» **What you are asked to do**:
Copy the listing exactly; drop the pictures.

=-=-=-=-=

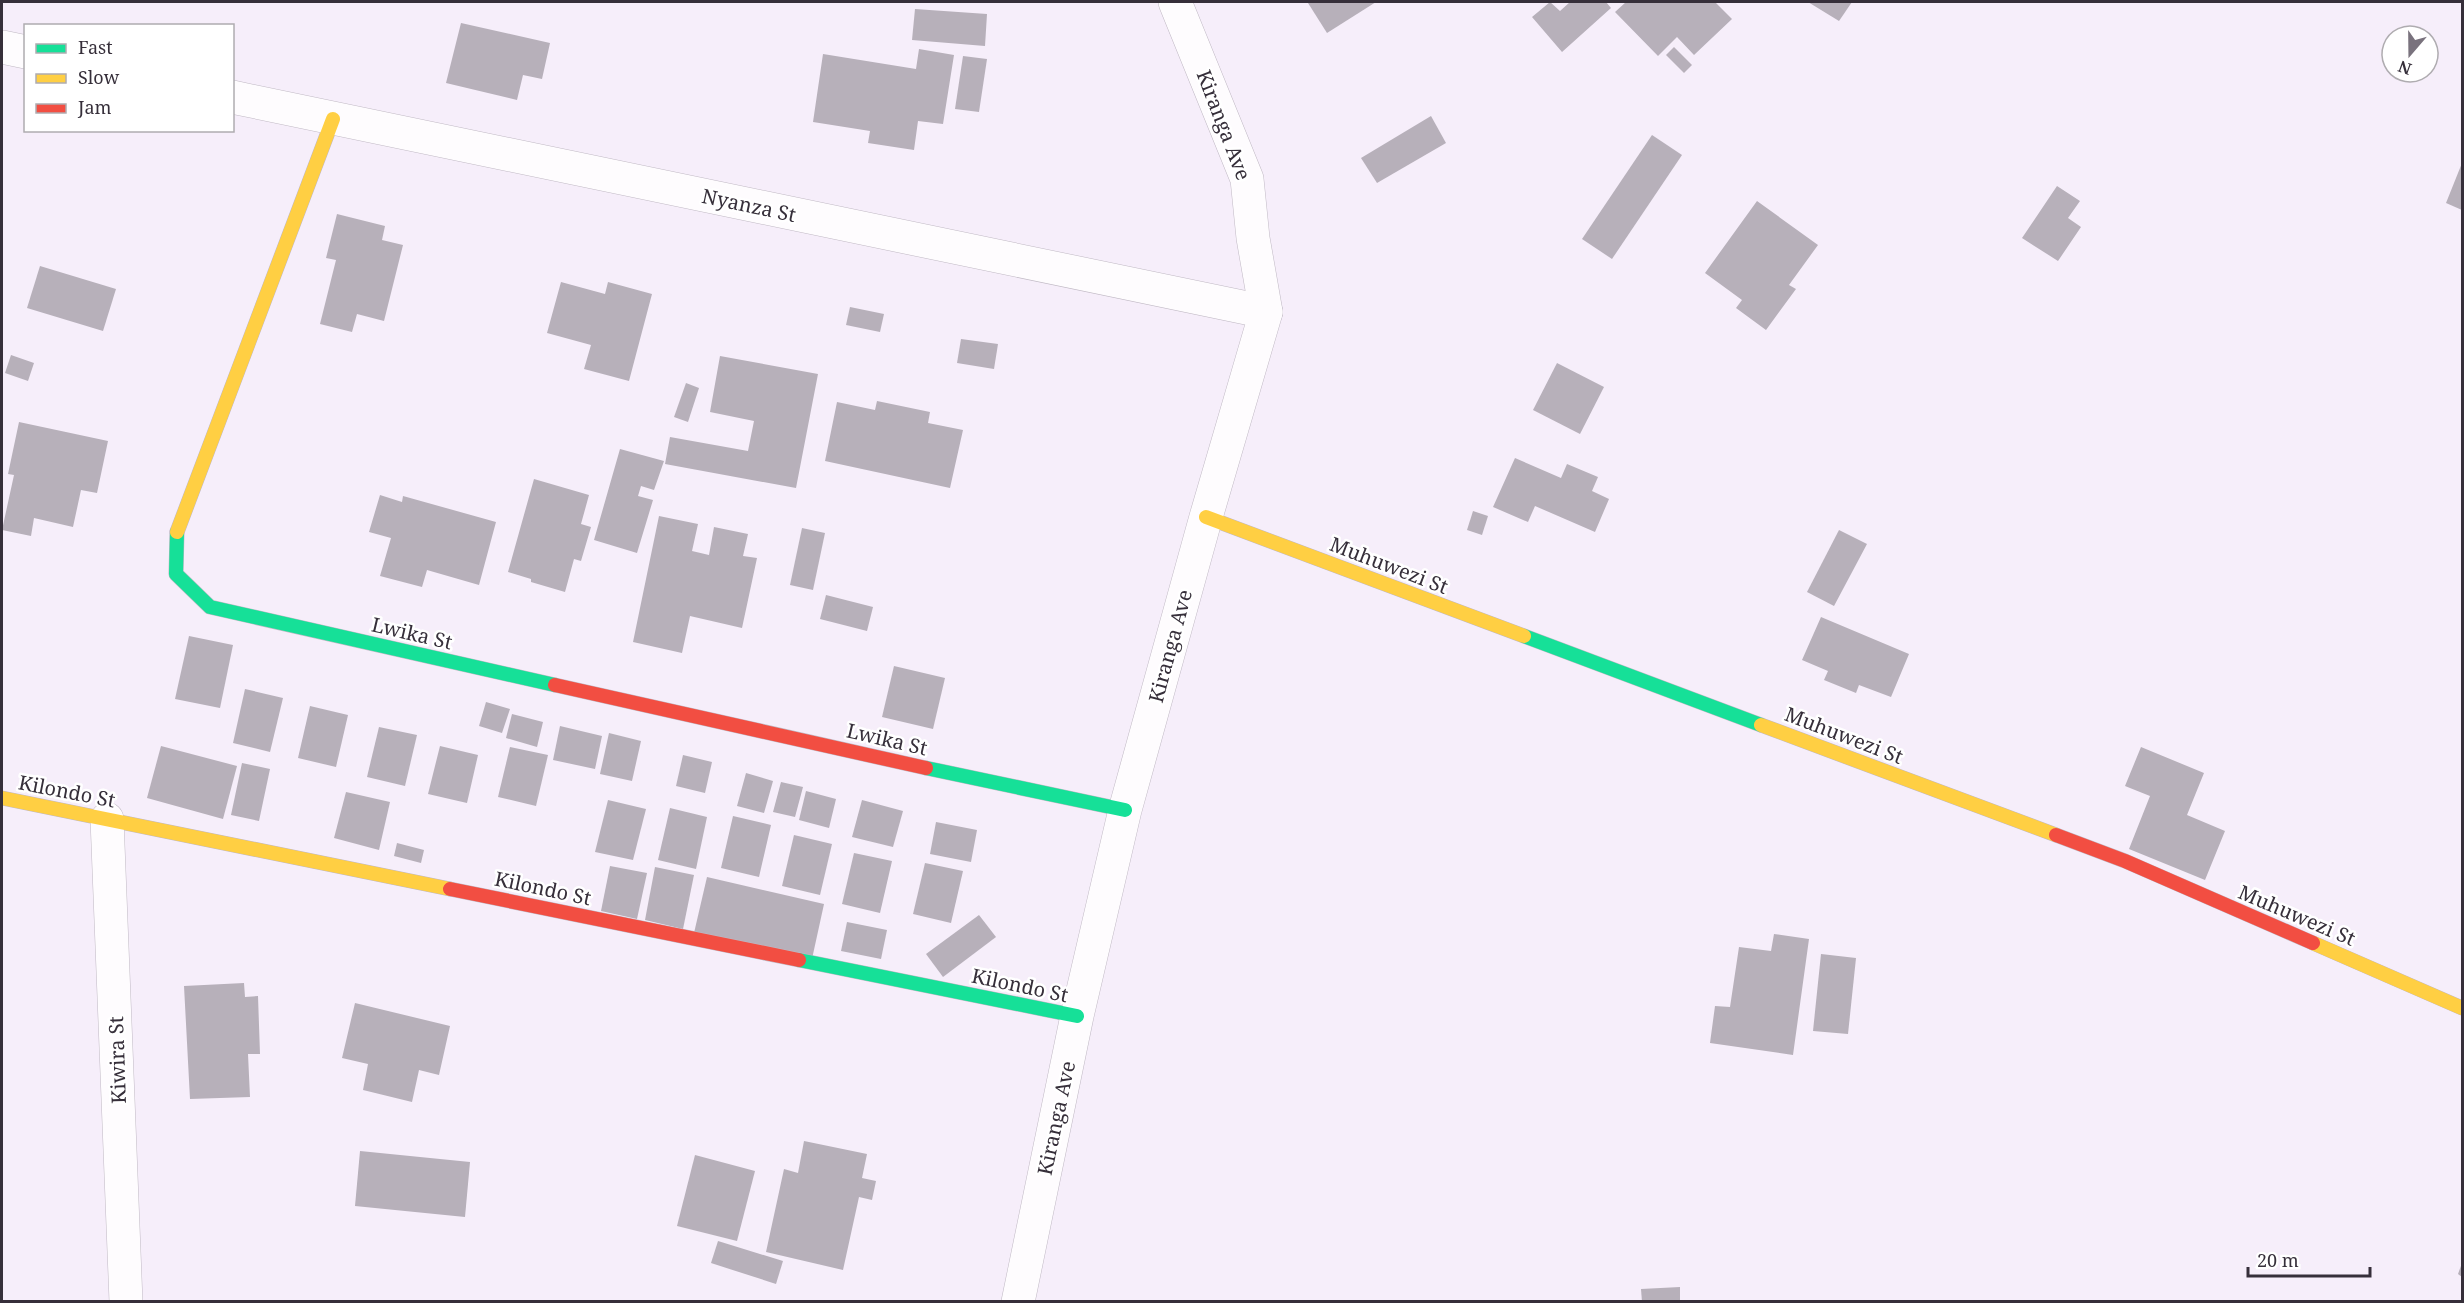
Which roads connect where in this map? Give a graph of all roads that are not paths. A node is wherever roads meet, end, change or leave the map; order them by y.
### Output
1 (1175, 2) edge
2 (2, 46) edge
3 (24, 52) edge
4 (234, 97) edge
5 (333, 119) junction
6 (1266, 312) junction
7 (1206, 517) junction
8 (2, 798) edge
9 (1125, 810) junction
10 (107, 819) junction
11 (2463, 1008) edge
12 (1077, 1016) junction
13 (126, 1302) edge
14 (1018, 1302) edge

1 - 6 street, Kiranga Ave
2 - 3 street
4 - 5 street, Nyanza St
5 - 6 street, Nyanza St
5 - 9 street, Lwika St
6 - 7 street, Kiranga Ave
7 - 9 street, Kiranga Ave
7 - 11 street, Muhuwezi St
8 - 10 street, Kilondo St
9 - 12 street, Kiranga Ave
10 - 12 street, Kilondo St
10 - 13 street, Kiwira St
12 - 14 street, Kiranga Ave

=-=-=-=-=

» **Solution below**:
Which roads connect where in this map? Give a graph of all roads that are not paths. A node is wherever roads meet, end, change or leave the map; order them by y.
### Output
1 (1175, 2) edge
2 (2, 46) edge
3 (24, 52) edge
4 (234, 97) edge
5 (333, 119) junction
6 (1266, 312) junction
7 (1206, 517) junction
8 (2, 798) edge
9 (1125, 810) junction
10 (107, 819) junction
11 (2463, 1008) edge
12 (1077, 1016) junction
13 (126, 1302) edge
14 (1018, 1302) edge

1 - 6 street, Kiranga Ave
2 - 3 street
4 - 5 street, Nyanza St
5 - 6 street, Nyanza St
5 - 9 street, Lwika St
6 - 7 street, Kiranga Ave
7 - 9 street, Kiranga Ave
7 - 11 street, Muhuwezi St
8 - 10 street, Kilondo St
9 - 12 street, Kiranga Ave
10 - 12 street, Kilondo St
10 - 13 street, Kiwira St
12 - 14 street, Kiranga Ave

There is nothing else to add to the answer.